Mixtape by Summer Walker
- Released: October 19, 2018
- Recorded: 2018
- Genre: Alternative R&B
- Length: 28:21
- Labels: LVRN; Interscope;
- Producers: Arsenio Archer; Gambi; Thym; Tim Maxey;

Summer Walker chronology
|  | Last Day of Summer (2018) | Over It (2019) |

Singles from Last Day of Summer
- "CPR" Released: April 5, 2018; "Girls Need Love" Released: July 26, 2018;

= Last Day of Summer (mixtape) =

Last Day of Summer is the debut mixtape by American singer and songwriter Summer Walker. It was released on October 19, 2018, by Love Renaissance (LVRN) and Interscope Records.

==Singles==
On April 5, 2018, she released the first single, called "CPR". On July 26, she released the second single, called "Girls Need Love". On February 27, 2019, she released a remix to "Girls Need Love", with Drake. The single charted at number 37 on the US Billboard Hot 100.

==Critical reception==
Critics reviewed the mixtape well upon release. Vanyaland wrote that "Walker is ready and set for the next chapter of her life. Having been signed by LVRN accompanied by Interscope Records is enough proof that Walker’s resilience and motivation is paying off. Last Day Of Summer is a 12-song effort packed with nothing but female truth that for most would seem too provocative." Editor for DJBooth, Donna-Claire Chesman, mentioned that the album "brought it to jazzy life on her latest and most successful body of work" and "skimmed across a vast pool of emotion." Chuck Ramos for Ones To Watch commented on the album saying it "is a collection of songs that showcase the talented vocalist’s ability as a songwriter. Her debut is a transparent display of her thoughts and feelings on confidence, doubt, love and womanhood. Tapping into an array of styles for production, Walker shatters any preconceived ideas about her sound being one dimensional."

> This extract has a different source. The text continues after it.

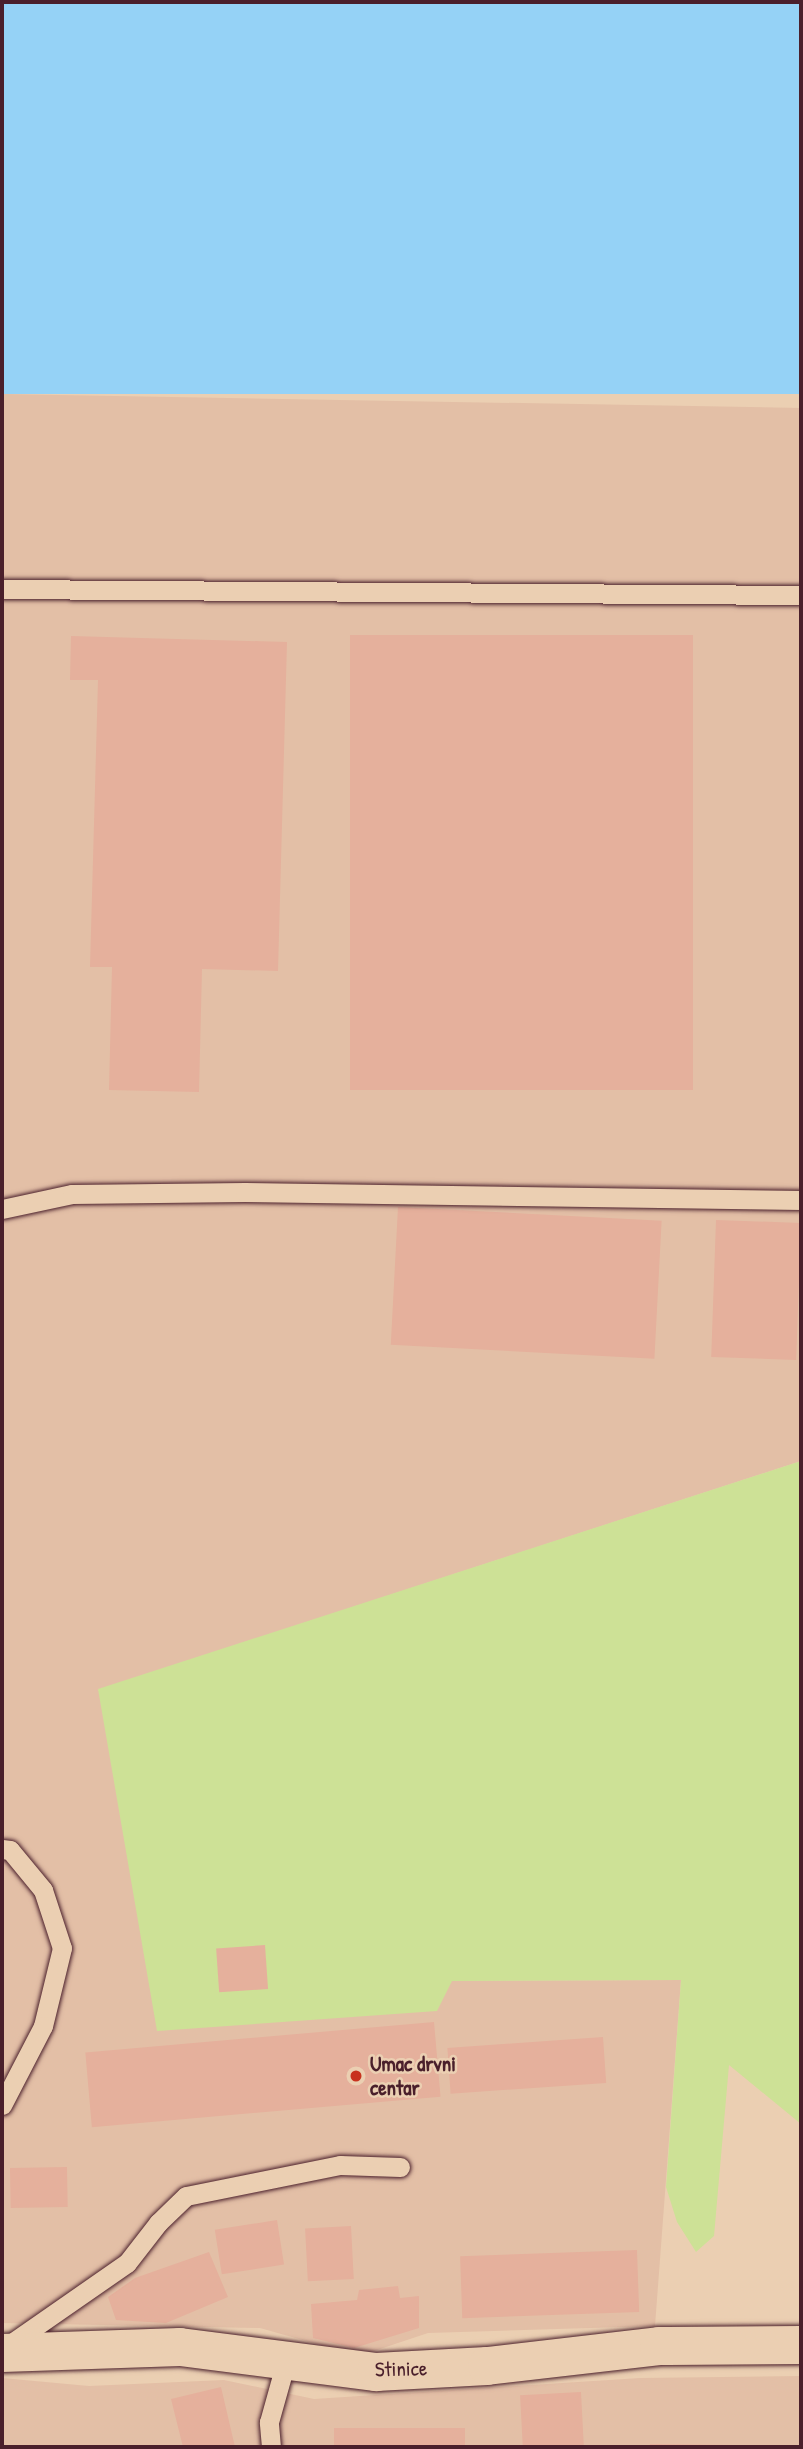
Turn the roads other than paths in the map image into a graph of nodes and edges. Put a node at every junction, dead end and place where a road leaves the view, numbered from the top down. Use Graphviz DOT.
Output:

==Commercial performance==
Last Day of Summer peaked at number 44 on the Billboard 200 chart and number 25 on the Top R&B/Hip-Hop Albums chart on November 3, 2018, selling 5,630 album-equivalent units in its first week.

==Track listing==

| No. | Title | Writer(s) | Producer(s) | Length |
|---|---|---|---|---|
| 1. | "BP" | Summer Walker; Arsenio Archer; | Arsenio Archer | 1:49 |
| 2. | "Talk Yo Shit" | Walker; Archer; | Arsenio Archer | 0:39 |
| 3. | "Girls Need Love" | Walker; Archer; | Arsenio Archer | 2:20 |
| 4. | "CPR" | Walker; Jacob Gamboa; | Gambi | 3:23 |
| 5. | "Smartwater" | Walker; Archer; | Arsenio Archer | 2:24 |
| 6. | "Deep" | Walker; Archer; | Arsenio Archer | 1:32 |
| 7. | "Baby" | Walker; Archer; | Gambi | 1:28 |
| 8. | "I'm There" | Walker; Tim Maxey; Archer; | Tim Maxey; Arsenio Archer; | 1:54 |
| 9. | "Karma" | Walker; Archer; | Arsenio Archer | 3:08 |
| 10. | "Prayed Up" | Walker; Tim Maxey; Archer; | Tim Maxey; Arsenio Archer; | 2:48 |
| 11. | "Shame" | Walker; Thym Appleboom; | Thym | 2:46 |
| 12. | "Just Like Me" | Walker; Archer; | Arsenio Archer | 4:10 |
| Total length: |  |  |  | 28:21 |

Streaming edition
| No. | Title | Writer(s) | Producer(s) | Length |
|---|---|---|---|---|
| 13. | "Girls Need Love (Remix)" (with Drake) | Summer Walker; Arsenio Archer; Aubrey Graham; | Arsenio Archer | 3:42 |

==Charts==

===Weekly charts===

| Chart (2018–2019) | Peak position |
|---|---|
| Canadian Albums (Billboard) | 72 |
| US Billboard 200 | 44 |
| US Top R&B/Hip-Hop Albums (Billboard) | 25 |

===Year-end charts===

| Chart (2019) | Position |
|---|---|
| US Billboard 200 | 187 |

==Certifications==

| Region | Certification | Certified units/sales |
| Denmark (IFPI Danmark) | Gold | 10,000^{‡} |
| New Zealand (RMNZ) | Platinum | 15,000^{‡} |
| United Kingdom (BPI) | Gold | 100,000^{‡} |
| United States (RIAA) | Platinum | 1,000,000^{‡} |
^{‡} Sales+streaming figures based on certification alone.